Problem to work on:
Your response should consist of every entry, unchanged.

Source data:
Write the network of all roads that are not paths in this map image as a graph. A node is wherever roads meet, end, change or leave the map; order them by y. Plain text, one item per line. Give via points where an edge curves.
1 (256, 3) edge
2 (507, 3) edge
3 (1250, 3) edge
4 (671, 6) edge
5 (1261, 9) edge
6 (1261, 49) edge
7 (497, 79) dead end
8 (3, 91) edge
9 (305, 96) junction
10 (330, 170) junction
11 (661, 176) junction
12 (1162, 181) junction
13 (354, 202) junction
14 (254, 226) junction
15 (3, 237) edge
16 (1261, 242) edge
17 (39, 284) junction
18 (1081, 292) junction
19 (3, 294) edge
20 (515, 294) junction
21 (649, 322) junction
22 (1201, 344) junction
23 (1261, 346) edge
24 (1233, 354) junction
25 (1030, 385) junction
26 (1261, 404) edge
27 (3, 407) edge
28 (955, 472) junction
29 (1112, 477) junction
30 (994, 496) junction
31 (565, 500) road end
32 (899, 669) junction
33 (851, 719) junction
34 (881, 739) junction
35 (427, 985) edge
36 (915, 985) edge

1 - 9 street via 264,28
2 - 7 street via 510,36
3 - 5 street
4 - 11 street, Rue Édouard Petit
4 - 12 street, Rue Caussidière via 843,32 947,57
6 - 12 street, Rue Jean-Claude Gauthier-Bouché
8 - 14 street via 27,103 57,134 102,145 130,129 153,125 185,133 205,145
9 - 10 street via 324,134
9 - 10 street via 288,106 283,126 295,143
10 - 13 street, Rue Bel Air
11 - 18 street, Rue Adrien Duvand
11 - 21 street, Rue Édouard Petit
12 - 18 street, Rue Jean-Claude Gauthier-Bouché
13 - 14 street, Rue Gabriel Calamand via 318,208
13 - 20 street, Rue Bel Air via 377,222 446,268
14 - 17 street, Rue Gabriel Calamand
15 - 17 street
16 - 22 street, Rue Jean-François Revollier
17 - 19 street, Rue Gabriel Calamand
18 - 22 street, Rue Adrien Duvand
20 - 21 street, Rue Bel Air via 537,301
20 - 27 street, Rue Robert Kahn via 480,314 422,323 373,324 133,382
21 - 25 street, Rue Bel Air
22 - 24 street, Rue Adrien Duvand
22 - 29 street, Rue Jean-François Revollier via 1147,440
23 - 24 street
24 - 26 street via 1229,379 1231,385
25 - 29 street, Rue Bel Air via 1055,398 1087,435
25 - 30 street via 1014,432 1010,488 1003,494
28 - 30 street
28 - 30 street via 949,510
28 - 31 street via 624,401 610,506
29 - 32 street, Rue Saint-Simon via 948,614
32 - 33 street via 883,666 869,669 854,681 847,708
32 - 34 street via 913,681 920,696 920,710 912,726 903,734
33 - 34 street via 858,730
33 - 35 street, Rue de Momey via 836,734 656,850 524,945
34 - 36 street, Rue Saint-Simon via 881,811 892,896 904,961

Result of the task:
Write the network of all roads that are not paths in this map image as a graph. A node is wherever roads meet, end, change or leave the map; order them by y. Plain text, one item per line. Give via points where an edge curves.
1 (256, 3) edge
2 (507, 3) edge
3 (1250, 3) edge
4 (671, 6) edge
5 (1261, 9) edge
6 (1261, 49) edge
7 (497, 79) dead end
8 (3, 91) edge
9 (305, 96) junction
10 (330, 170) junction
11 (661, 176) junction
12 (1162, 181) junction
13 (354, 202) junction
14 (254, 226) junction
15 (3, 237) edge
16 (1261, 242) edge
17 (39, 284) junction
18 (1081, 292) junction
19 (3, 294) edge
20 (515, 294) junction
21 (649, 322) junction
22 (1201, 344) junction
23 (1261, 346) edge
24 (1233, 354) junction
25 (1030, 385) junction
26 (1261, 404) edge
27 (3, 407) edge
28 (955, 472) junction
29 (1112, 477) junction
30 (994, 496) junction
31 (565, 500) road end
32 (899, 669) junction
33 (851, 719) junction
34 (881, 739) junction
35 (427, 985) edge
36 (915, 985) edge

1 - 9 street via 264,28
2 - 7 street via 510,36
3 - 5 street
4 - 11 street, Rue Édouard Petit
4 - 12 street, Rue Caussidière via 843,32 947,57
6 - 12 street, Rue Jean-Claude Gauthier-Bouché
8 - 14 street via 27,103 57,134 102,145 130,129 153,125 185,133 205,145
9 - 10 street via 324,134
9 - 10 street via 288,106 283,126 295,143
10 - 13 street, Rue Bel Air
11 - 18 street, Rue Adrien Duvand
11 - 21 street, Rue Édouard Petit
12 - 18 street, Rue Jean-Claude Gauthier-Bouché
13 - 14 street, Rue Gabriel Calamand via 318,208
13 - 20 street, Rue Bel Air via 377,222 446,268
14 - 17 street, Rue Gabriel Calamand
15 - 17 street
16 - 22 street, Rue Jean-François Revollier
17 - 19 street, Rue Gabriel Calamand
18 - 22 street, Rue Adrien Duvand
20 - 21 street, Rue Bel Air via 537,301
20 - 27 street, Rue Robert Kahn via 480,314 422,323 373,324 133,382
21 - 25 street, Rue Bel Air
22 - 24 street, Rue Adrien Duvand
22 - 29 street, Rue Jean-François Revollier via 1147,440
23 - 24 street
24 - 26 street via 1229,379 1231,385
25 - 29 street, Rue Bel Air via 1055,398 1087,435
25 - 30 street via 1014,432 1010,488 1003,494
28 - 30 street
28 - 30 street via 949,510
28 - 31 street via 624,401 610,506
29 - 32 street, Rue Saint-Simon via 948,614
32 - 33 street via 883,666 869,669 854,681 847,708
32 - 34 street via 913,681 920,696 920,710 912,726 903,734
33 - 34 street via 858,730
33 - 35 street, Rue de Momey via 836,734 656,850 524,945
34 - 36 street, Rue Saint-Simon via 881,811 892,896 904,961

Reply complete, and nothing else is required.